A Turkish Folk Dance Story in Arizona

About Us

Our folk dance group practices Turkish folk dance with traditional Turkish music and authentic costumes from Turkey. We began practicing on April 2009. In a period of six months, with a group of eight dancers, we prepared a show consisting of five different zeybeks, and performed this show for the first time at the Gala Dinner arranged by TAA-AZ for the 86th anniversary of the Republic of Turkey on October 29th, 2009. We practiced the figures of the Thrace region in 2010, Bitlis region in 2011, Teke region in 2012, and again Thrace region in 2013.

Major events we have performed at so far are 87th, 88th, 89th and 90th anniversaries of The Republic of Turkey; ASU International Night 2009, 2010 and 2011; ASU World Festival 2011; TAA-AZ Children's Day Festival 2010 and 2011; Intel Variety Show 2012 and 2013; Tucson Meet Yourself 2012; Phoenix Festival of The Arts 2012; and Chandler Multicultural Festival 2013.

Currently we are working on our future-events schedule.
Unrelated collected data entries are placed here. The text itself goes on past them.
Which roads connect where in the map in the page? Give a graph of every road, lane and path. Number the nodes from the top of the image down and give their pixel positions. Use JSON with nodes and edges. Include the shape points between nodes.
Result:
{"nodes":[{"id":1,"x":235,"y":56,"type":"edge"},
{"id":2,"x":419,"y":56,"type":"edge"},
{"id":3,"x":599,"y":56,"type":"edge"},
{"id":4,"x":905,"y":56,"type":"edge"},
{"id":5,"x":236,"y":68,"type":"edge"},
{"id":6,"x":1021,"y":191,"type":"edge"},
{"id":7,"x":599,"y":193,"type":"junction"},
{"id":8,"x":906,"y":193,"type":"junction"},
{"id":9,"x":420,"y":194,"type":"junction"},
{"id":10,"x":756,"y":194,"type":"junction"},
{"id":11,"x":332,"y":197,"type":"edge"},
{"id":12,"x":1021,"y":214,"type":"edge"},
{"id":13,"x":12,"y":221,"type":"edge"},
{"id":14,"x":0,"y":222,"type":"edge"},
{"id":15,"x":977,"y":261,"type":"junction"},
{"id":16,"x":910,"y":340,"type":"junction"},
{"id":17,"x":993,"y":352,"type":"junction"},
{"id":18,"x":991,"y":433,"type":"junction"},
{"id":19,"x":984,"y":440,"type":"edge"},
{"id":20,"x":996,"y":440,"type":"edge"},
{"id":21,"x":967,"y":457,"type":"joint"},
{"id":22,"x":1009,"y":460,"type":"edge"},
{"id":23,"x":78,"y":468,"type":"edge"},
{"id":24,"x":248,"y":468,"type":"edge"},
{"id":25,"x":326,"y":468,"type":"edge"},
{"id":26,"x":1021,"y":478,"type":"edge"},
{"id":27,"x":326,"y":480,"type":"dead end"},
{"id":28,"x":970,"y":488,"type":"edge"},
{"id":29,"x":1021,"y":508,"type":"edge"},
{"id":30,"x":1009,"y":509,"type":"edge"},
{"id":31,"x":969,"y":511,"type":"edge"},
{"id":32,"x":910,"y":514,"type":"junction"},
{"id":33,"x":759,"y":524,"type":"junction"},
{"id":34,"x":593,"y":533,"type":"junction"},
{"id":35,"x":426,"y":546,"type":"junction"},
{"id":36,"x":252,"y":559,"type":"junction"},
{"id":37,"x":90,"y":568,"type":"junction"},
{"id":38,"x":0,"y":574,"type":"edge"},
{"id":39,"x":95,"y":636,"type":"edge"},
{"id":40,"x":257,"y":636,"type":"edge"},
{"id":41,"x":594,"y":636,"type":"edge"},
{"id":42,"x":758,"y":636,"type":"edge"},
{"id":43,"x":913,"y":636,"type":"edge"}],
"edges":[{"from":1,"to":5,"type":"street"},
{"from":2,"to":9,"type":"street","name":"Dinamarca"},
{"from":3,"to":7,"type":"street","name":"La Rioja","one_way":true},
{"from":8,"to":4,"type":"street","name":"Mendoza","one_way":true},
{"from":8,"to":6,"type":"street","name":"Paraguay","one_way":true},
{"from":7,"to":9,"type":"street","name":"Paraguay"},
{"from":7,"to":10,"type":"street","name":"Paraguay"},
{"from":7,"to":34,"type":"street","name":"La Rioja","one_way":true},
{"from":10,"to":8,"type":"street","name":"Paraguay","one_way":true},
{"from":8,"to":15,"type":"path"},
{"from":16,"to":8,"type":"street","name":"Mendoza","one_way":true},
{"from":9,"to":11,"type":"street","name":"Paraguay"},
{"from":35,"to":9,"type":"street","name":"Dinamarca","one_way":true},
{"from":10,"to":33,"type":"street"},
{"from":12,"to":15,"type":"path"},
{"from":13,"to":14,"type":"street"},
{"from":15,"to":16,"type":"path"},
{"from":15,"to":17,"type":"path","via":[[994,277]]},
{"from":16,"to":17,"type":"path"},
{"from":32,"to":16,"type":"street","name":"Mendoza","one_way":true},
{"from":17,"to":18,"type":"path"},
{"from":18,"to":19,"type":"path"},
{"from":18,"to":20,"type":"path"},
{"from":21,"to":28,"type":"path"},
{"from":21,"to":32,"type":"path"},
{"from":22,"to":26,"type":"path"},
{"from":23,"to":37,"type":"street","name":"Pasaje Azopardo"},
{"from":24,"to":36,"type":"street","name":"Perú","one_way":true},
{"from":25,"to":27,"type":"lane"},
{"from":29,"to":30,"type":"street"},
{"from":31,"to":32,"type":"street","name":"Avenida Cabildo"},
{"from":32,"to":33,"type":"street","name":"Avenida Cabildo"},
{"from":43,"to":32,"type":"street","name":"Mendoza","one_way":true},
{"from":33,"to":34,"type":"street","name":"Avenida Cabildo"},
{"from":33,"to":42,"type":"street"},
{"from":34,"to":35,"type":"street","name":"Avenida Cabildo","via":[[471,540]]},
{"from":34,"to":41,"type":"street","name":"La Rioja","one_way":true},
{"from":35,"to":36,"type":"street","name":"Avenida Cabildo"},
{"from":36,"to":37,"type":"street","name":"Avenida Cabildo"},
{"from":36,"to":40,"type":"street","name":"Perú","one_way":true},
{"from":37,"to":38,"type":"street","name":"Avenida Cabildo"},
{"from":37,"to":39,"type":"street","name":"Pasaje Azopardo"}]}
Stay close to our events page.

Regions

The Arizona Turkish Folk Dancers have been practicing Turkish folk dance with traditional Turkish music since 2009. Anyone who is interested in folk dance is invited to join the group, which is comprised of people from a wide variety of backgrounds and professions. The group so far performed the dances of the Bitlis, Trakya, Zeybek and Teke regions from Turkey.

Bitlis is located in the (south)eastern region of Turkey bordering Lake Van. Bitlis region dances are primarily of “Halay” and “Bar” type dances where the dancers are in a straight or curved line, holding tightly to each other. The dances generally represent rigor, unity, solidarity, bravery and love of humanity.

Trakya (Thrace) is the region of northwest Turkey on the European continent. Trakya dances are primarily “Hora” and “Karşılama” type dances. Horas, like Bar and Halay dances are danced in line with dancers holding onto each others' hands or arms and are typically highly energetic and rhythmic with intricate step combinations. Karşılama (literally: greeting) type dances are made up of pairs of dancers facing each other as they do their figures.

Zeybek dances come from the Aegean (western) region of Turkey. The unique characteristic of zeybek dance is that unlike Hora, Halay, or Bar, the dancers perform individually or unconnected to each other. Zeybek melodies can be divided according to their tempo: ağır (slow) and kıvrak (fast). The slow zeybek have rhythmic patterns of 9/2 or 9/4, which begin with an introduction called gezinleme in free style where the dancers wander freely before starting to dance in time with the rhythm. Fast zeybek have rhythmic patterns of 9/8 or 9/16. Zeybek dances typically portray chivalry, bravery, valour, and honor. You may also notice figures and movements simulating hawks, falcons, and eagles in some zeybek dances and movements simulating the harvesting and stomping of grapes to make wine in others.

Teke is the southwest corner region of Turkey on the Aegean and Mediterranean. The figures of Teke region were inspired by the hops and skips of the billygoat in the hills of the region – Teke literally means billygoat - which are so common in the southwest of Turkey. The people who live there reflect the billygoats's movements or behaviours in the nature of their dances.